TASK BRIEF: In the entries below, spot each line with the word "highway" and copy it.

(Saved entries)
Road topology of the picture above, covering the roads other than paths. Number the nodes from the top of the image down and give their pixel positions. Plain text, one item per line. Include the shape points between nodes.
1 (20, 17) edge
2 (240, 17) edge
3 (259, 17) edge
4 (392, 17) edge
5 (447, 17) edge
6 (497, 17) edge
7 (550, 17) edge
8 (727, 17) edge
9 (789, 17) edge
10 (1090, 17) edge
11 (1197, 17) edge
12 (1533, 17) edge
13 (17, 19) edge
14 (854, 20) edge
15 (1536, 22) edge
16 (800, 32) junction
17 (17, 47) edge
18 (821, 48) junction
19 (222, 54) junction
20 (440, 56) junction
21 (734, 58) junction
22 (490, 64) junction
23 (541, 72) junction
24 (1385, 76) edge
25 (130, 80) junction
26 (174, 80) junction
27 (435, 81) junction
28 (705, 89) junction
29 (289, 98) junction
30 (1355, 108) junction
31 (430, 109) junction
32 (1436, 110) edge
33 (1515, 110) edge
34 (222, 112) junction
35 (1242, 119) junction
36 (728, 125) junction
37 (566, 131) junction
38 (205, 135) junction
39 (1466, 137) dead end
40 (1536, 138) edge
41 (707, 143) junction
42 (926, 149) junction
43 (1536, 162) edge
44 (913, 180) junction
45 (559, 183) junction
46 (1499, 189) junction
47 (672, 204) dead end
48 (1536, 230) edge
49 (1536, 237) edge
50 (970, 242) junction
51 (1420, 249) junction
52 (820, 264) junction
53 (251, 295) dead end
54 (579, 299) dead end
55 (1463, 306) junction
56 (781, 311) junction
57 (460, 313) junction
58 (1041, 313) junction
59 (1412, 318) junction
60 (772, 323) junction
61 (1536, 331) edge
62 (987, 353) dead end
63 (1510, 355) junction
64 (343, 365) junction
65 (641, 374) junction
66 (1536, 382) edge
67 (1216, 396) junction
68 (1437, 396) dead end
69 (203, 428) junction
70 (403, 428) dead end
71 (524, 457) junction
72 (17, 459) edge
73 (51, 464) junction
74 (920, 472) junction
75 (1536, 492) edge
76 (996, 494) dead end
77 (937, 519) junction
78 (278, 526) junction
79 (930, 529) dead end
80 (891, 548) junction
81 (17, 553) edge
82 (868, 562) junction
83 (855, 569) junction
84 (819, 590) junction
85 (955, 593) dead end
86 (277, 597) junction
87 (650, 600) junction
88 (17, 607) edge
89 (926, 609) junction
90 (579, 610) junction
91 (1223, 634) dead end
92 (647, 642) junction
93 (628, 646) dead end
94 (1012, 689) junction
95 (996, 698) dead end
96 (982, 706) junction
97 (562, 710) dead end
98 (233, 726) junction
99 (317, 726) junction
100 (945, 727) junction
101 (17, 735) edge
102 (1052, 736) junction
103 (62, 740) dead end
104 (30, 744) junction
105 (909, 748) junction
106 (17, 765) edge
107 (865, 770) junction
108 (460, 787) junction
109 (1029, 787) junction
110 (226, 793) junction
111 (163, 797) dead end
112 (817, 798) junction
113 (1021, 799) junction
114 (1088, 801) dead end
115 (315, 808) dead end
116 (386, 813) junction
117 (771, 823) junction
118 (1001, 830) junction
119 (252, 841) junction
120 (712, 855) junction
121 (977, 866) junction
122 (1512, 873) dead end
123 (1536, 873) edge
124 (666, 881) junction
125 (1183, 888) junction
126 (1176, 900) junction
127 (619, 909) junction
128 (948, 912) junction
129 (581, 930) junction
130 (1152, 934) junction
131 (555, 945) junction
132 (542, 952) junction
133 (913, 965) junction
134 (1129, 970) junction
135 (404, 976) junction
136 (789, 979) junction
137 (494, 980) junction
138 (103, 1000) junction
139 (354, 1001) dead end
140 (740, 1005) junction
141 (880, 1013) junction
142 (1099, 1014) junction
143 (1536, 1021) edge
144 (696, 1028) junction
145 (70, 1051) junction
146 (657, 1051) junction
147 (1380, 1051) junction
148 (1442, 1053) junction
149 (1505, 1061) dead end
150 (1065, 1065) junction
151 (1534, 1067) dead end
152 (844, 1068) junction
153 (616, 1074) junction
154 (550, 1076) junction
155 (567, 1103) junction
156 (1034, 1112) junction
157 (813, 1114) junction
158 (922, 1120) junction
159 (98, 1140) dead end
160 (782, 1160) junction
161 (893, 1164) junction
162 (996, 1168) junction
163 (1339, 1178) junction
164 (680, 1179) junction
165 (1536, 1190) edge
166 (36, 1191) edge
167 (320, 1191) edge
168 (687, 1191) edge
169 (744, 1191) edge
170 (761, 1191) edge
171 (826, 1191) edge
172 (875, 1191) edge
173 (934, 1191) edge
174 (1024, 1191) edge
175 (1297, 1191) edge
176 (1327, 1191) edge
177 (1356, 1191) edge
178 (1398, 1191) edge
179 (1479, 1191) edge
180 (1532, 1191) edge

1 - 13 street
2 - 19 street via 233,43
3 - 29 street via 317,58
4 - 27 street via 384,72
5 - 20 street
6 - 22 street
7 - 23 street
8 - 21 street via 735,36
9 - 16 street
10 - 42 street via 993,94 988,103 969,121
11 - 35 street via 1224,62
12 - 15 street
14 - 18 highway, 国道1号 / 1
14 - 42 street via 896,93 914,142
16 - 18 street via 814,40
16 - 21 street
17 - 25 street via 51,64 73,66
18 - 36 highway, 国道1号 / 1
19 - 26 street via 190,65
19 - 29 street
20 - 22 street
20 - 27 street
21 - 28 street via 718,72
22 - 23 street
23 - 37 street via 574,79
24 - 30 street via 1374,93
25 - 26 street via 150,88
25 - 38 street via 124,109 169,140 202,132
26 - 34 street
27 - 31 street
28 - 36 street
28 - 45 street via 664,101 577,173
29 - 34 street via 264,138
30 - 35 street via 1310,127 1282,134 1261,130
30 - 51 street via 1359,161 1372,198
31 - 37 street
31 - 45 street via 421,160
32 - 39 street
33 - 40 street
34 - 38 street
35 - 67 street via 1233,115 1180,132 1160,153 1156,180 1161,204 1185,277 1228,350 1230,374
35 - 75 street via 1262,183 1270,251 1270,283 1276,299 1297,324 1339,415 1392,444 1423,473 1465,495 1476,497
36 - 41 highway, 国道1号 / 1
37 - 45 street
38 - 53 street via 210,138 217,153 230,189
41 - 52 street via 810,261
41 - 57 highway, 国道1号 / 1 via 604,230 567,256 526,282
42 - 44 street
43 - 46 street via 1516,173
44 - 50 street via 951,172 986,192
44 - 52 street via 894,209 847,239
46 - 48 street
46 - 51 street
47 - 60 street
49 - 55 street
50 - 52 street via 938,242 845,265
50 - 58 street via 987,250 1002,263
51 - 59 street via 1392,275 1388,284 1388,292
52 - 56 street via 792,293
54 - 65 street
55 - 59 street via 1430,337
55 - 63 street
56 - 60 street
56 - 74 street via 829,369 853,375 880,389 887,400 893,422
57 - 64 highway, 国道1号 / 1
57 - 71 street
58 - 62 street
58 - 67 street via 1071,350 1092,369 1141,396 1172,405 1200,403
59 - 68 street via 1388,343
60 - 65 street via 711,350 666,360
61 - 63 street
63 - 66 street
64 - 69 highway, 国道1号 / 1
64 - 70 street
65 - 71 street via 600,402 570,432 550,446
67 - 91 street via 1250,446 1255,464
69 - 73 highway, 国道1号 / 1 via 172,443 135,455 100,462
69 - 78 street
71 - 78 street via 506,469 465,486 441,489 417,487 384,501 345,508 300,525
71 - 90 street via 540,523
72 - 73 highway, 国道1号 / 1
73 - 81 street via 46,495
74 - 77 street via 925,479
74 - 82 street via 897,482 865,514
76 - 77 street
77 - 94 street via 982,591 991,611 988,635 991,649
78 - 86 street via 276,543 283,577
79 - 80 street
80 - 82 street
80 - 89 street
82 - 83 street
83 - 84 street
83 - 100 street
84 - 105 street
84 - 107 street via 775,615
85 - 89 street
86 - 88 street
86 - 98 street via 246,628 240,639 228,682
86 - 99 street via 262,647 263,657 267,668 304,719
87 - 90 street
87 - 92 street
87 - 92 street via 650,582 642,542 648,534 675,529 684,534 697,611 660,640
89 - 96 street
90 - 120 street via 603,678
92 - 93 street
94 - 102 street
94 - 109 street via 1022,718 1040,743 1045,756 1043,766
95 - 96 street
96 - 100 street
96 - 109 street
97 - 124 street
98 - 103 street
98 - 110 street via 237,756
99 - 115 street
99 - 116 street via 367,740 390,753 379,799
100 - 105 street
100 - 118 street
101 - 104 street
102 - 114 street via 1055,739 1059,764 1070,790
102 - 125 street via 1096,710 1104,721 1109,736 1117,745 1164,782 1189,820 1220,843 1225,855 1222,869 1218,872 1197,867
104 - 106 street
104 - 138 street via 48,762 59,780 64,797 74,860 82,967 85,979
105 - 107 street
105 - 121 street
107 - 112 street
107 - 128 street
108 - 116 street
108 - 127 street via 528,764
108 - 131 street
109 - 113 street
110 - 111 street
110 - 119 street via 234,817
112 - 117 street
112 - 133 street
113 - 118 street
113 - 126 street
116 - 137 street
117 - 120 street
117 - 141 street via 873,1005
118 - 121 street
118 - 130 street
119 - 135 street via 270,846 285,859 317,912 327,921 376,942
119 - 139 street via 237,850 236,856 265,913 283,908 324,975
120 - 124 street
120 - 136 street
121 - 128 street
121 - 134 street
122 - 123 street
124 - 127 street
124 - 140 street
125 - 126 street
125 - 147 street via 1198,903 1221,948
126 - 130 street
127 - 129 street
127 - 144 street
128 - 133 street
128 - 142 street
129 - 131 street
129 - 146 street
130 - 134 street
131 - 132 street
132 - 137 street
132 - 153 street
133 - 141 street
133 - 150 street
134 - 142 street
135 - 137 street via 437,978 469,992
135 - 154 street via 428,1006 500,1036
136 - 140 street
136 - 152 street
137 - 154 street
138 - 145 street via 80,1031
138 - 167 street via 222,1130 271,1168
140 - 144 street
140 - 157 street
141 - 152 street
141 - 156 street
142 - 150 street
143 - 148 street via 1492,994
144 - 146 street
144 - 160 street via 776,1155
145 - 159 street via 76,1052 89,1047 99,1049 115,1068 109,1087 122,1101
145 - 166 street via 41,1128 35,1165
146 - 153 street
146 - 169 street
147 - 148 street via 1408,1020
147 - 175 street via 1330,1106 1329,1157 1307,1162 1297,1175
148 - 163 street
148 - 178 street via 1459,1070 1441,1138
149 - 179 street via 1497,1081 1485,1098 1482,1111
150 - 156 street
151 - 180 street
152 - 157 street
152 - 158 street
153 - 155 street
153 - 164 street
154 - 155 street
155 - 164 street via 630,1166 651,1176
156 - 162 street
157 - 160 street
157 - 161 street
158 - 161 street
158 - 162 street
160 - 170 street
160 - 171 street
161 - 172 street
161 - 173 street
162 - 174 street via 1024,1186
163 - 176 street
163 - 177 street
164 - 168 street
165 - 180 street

RESPONSE AREA:
14 - 18 highway, 国道1号 / 1
18 - 36 highway, 国道1号 / 1
36 - 41 highway, 国道1号 / 1
41 - 57 highway, 国道1号 / 1 via 604,230 567,256 526,282
57 - 64 highway, 国道1号 / 1
64 - 69 highway, 国道1号 / 1
69 - 73 highway, 国道1号 / 1 via 172,443 135,455 100,462
72 - 73 highway, 国道1号 / 1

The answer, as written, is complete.